Environment (please complete the following information):

  • OS: macOS Sonoma 14.3.1
  • Browser: Firefox, Chrome, Safari, Vivaldi

Additional context

MacBook with Apple chip M2.

podliashanyk avatar Mar 07 '24 09:03 podliashanyk

2024-03-07 10:43:21 PermissionError: [Errno 13] Permission denied: '/tmp/nav_cache/2c0563c9a0882809f1fd36a93fb58c3b.djcache'

Still not reproducible for me But, you could be re-using an outdated cache mount, @podliashanyk ? Have you completely destroyed your docker compose environment and removed the associated volumes? Specifically, nav_nav_cache needs to go:

docker volume rm nav_nav_cache

lunkwill42 avatar Mar 07 '24 10:03 lunkwill42

Specifically, these volumes are defined for re-use in docker-compose.yml. It sometimes behooves one to remove them entirely when rebuilding from scratch:

https://github.com/Uninett/nav/blob/c4a0510dd6960f212c03d2294d0f13b957f8119b/docker-compose.yml#L107-L111

lunkwill42 avatar Mar 07 '24 10:03 lunkwill42

docker volume rm nav_nav_cache

Sounds like a good candidate for a "make nuke"-rule.

hmpf avatar Mar 07 '24 11:03 hmpf

I also cannot reproduce the netmap bug and the /watchdog/ page also loads normally for me

johannaengland avatar Mar 07 '24 11:03 johannaengland

2024-03-07 10:43:21 PermissionError: [Errno 13] Permission denied: '/tmp/nav_cache/2c0563c9a0882809f1fd36a93fb58c3b.djcache'

Still not reproducible for me But, you could be re-using an outdated cache mount, @podliashanyk ? Have you completely destroyed your docker compose environment and removed the associated volumes? Specifically, nav_nav_cache needs to go:

docker volume rm nav_nav_cache

Just in case I have also docker pruned everything related to NAV containers, and rebuilt everything from scratch. The bug still appears. I noticed that the same happens with Watch Dog tool, except that /watchdog/ page doesn't load at all.

podliashanyk avatar Mar 07 '24 11:03 podliashanyk

Sounds like a good candidate for a "make nuke"-rule.

Sure, if you can find a volume nuke command that works in all cases. docker volume rm nav_nav_cache only works if you have exactly 1 NAV docker environment, and your checked out copy of NAV resides in a directory called nav. I have previously looked for docker compose-commands that would do the same but guarantee that it only works on objects related to the current context - I have been unsuccessful (blind, maybe?) thus far. Most importantly, we don't want make commands that potentially nuke unrelated things.

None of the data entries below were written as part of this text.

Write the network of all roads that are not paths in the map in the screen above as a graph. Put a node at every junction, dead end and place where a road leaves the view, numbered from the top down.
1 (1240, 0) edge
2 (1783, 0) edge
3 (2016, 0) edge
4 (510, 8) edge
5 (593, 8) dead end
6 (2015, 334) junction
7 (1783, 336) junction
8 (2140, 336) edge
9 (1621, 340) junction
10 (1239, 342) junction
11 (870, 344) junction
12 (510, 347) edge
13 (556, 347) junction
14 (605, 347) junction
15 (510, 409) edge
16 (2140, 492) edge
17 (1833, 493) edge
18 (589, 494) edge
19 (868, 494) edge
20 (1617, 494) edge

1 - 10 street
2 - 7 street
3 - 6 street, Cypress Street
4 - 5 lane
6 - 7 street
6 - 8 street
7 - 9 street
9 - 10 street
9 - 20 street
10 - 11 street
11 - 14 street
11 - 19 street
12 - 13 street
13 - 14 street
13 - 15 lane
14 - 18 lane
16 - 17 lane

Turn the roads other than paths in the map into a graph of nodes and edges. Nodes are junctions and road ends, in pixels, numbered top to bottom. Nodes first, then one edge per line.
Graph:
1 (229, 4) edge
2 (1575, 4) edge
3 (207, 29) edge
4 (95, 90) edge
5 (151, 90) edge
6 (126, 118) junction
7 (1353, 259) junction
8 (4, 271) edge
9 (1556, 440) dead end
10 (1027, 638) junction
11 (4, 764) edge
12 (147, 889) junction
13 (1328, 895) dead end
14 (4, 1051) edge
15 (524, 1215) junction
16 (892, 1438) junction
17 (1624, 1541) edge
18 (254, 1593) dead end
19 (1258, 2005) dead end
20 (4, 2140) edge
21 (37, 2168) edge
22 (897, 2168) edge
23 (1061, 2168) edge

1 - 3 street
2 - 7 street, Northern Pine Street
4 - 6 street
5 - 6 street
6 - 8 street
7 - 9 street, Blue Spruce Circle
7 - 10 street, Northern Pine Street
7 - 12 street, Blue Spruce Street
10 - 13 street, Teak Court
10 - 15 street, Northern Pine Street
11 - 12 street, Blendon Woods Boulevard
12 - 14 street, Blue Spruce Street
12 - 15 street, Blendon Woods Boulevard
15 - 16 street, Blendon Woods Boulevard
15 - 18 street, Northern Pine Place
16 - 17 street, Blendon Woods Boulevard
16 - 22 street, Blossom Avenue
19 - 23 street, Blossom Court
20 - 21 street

lunkwill42 avatar Mar 07 '24 12:03 lunkwill42

My make nuke involves docker system prune =) Nuke it from orbit, it's the only way to be sure!

hmpf avatar Mar 07 '24 12:03 hmpf

My make nuke involves docker system prune =) Nuke it from orbit, it's the only way to be sure!

Yeah, I don't think we should provide that kind of shoot-yourself-in-the-foot service to just anyone. If you know how to use it, you can do it yourself :laughing:

lunkwill42 avatar Mar 07 '24 13:03 lunkwill42

I just pushed updated docs and a slightly altered method for getting the UID/GID into the images - which hopefully reduces the hassle.

Also, I realized that the nuke command you may be looking for is docker compose down --volumes

lunkwill42 avatar Mar 07 '24 13:03 lunkwill42

Bug in Netmap. When I go to Netmap tool on web, an alert pops up. There is a 500 Internal Server Error on GET .../netmap/grapgh/layer2/....

Fresh install of NAV, nothing added to seeddb.

If I visit /netmap/ I get an empty graph, since seeddb is empty.

If I visit /netmap/graph/layer2/ I get the friendly DRF view of the API and no errors.

hmpf avatar Mar 08 '24 09:03 hmpf

Let me know if you can reproduce it. If not, I will provide a more thorough bug report.

Not reproducible for me.

Describe the bug

With changes in this PR, accessing the Netmap tool in the web leads to an alert pop-up and an error message in the browser console. No graph is loaded.

...

Environment (please complete the following information):

  • OS: macOS Sonoma 14.3.1
  • Browser: Firefox, Chrome, Safari, Vivaldi

Additional context

MacBook with Apple chip M2.

Resolved in https://github.com/Uninett/nav/pull/2859/commits/ffa18e26c69d75288c7c65003c6511d894f30f55 (co-authored with @lunkwill42)

podliashanyk avatar Mar 08 '24 10:03 podliashanyk